▶ _What the exercise asks_:
Report every line of the records that includes the word "scale".
═══ Records for the exercise
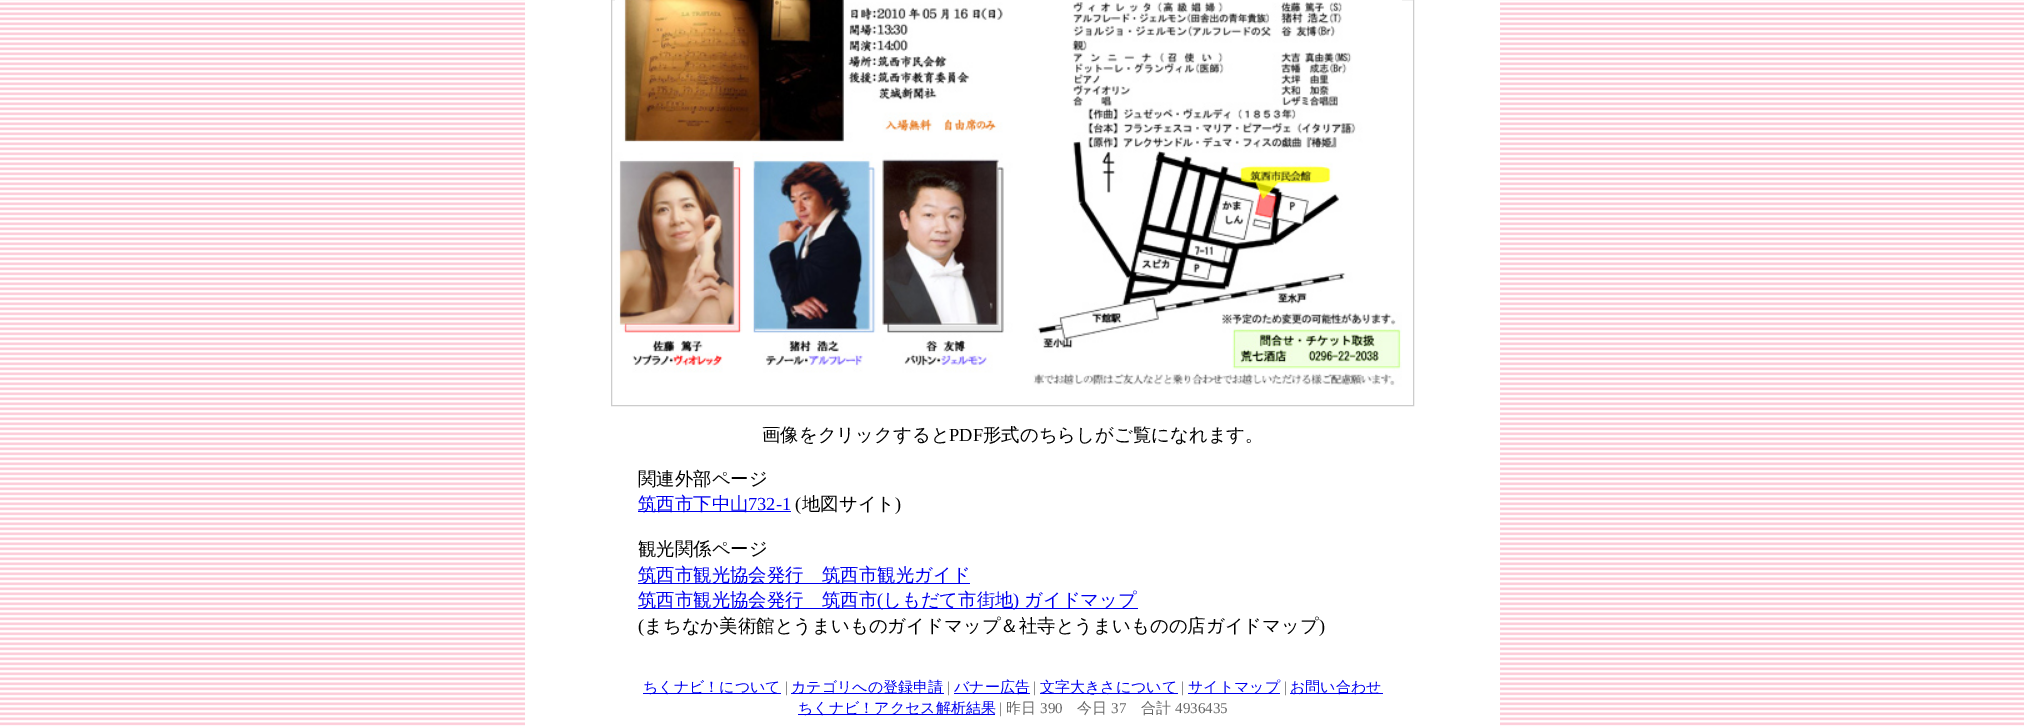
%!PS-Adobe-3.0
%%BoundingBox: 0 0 2024 726
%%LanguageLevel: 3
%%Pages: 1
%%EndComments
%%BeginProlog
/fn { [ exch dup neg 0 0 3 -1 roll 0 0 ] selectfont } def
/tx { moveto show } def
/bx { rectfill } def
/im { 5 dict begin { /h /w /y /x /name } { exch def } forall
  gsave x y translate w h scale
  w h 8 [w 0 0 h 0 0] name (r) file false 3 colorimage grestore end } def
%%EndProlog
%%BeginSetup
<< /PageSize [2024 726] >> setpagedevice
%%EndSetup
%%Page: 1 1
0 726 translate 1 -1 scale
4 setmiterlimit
1 setgray
0 0 2024 726 bx
(image0.raw) 0 0 2024 726 im
525 0 975 726 bx
0.8 setgray
611.5 -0.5 802 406 rectstroke
(image1.raw) 615 0 787 387 im
/WenQuanYiZenHei-Medium 18.4 fn
0 setgray
(画像をクリックすると) 762 441 tx
/LiberationSerif-Regular 18.4 fn
(PDF) 949 441 tx
/WenQuanYiZenHei-Medium 18.4 fn
(形式のちらしがご覧になれます。) 983 441 tx
(関連外部ページ) 638 485 tx
0 0 0.933 setrgbcolor
638 511 153 1 bx
(筑西市下中山) 638 510 tx
/LiberationSerif-Regular 18.4 fn
(732-1) 748 510 tx
0 setgray
(\() 795 510 tx
/WenQuanYiZenHei-Medium 18.4 fn
(地図サイト) 802 510 tx
/LiberationSerif-Regular 18.4 fn
(\)) 895 510 tx
/WenQuanYiZenHei-Medium 18.4 fn
(観光関係ページ) 638 555 tx
0 0 0.933 setrgbcolor
638 583 332 1 bx
(筑西市観光協会発行　筑西市観光ガイド) 638 581 tx
638 608 500 1 bx
(筑西市観光協会発行　筑西市) 638 606 tx
/LiberationSerif-Regular 18.4 fn
(\() 877 606 tx
/WenQuanYiZenHei-Medium 18.4 fn
(しもだて市街地) 883 606 tx
/LiberationSerif-Regular 18.4 fn
(\)) 1013 606 tx
/WenQuanYiZenHei-Medium 18.4 fn
(ガイドマップ) 1024 606 tx
/LiberationSerif-Regular 18.4 fn
0 setgray
(\() 638 632 tx
/WenQuanYiZenHei-Medium 18.4 fn
(まちなか美術館とうまいものガイドマップ＆社寺とうまいものの店ガイドマップ) 644 632 tx
/LiberationSerif-Regular 18.4 fn
(\)) 1319 632 tx
0 0 0.933 setrgbcolor
643 693 138 1 bx
/WenQuanYiZenHei-Medium 15 fn
(ちくナビ！について) 643 692 tx
/LiberationSerif-Regular 15 fn
0.4 setgray
(|) 785 692 tx
0 0 0.933 setrgbcolor
791 693 153 1 bx
/WenQuanYiZenHei-Medium 15 fn
(カテゴリへの登録申請) 791 692 tx
/LiberationSerif-Regular 15 fn
0.4 setgray
(|) 947 692 tx
0 0 0.933 setrgbcolor
954 693 76 1 bx
/WenQuanYiZenHei-Medium 15 fn
(バナー広告) 954 692 tx
/LiberationSerif-Regular 15 fn
0.4 setgray
(|) 1033 692 tx
0 0 0.933 setrgbcolor
1040 693 138 1 bx
/WenQuanYiZenHei-Medium 15 fn
(文字大きさについて) 1040 692 tx
/LiberationSerif-Regular 15 fn
0.4 setgray
(|) 1181 692 tx
0 0 0.933 setrgbcolor
1188 693 92 1 bx
/WenQuanYiZenHei-Medium 15 fn
(サイトマップ) 1188 692 tx
/LiberationSerif-Regular 15 fn
0.4 setgray
(|) 1284 692 tx
0 0 0.933 setrgbcolor
1290 693 93 1 bx
/WenQuanYiZenHei-Medium 15 fn
(お問い合わせ) 1290 692 tx
798 714 197 1 bx
(ちくナビ！アクセス解析結果) 798 713 tx
/LiberationSerif-Regular 15 fn
0.4 setgray
(|) 999 713 tx
/WenQuanYiZenHei-Medium 15 fn
(昨日) 1006 713 tx
/LiberationSerif-Regular 15 fn
(390) 1040 713 tx
/WenQuanYiZenHei-Medium 15 fn
(今日) 1077 713 tx
/LiberationSerif-Regular 15 fn
(37) 1111 713 tx
/WenQuanYiZenHei-Medium 15 fn
(合計) 1141 713 tx
/LiberationSerif-Regular 15 fn
(4936435) 1175 713 tx
showpage
%%EOF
══════
▶ _Expected answer_:
  gsave x y translate w h scale
0 726 translate 1 -1 scale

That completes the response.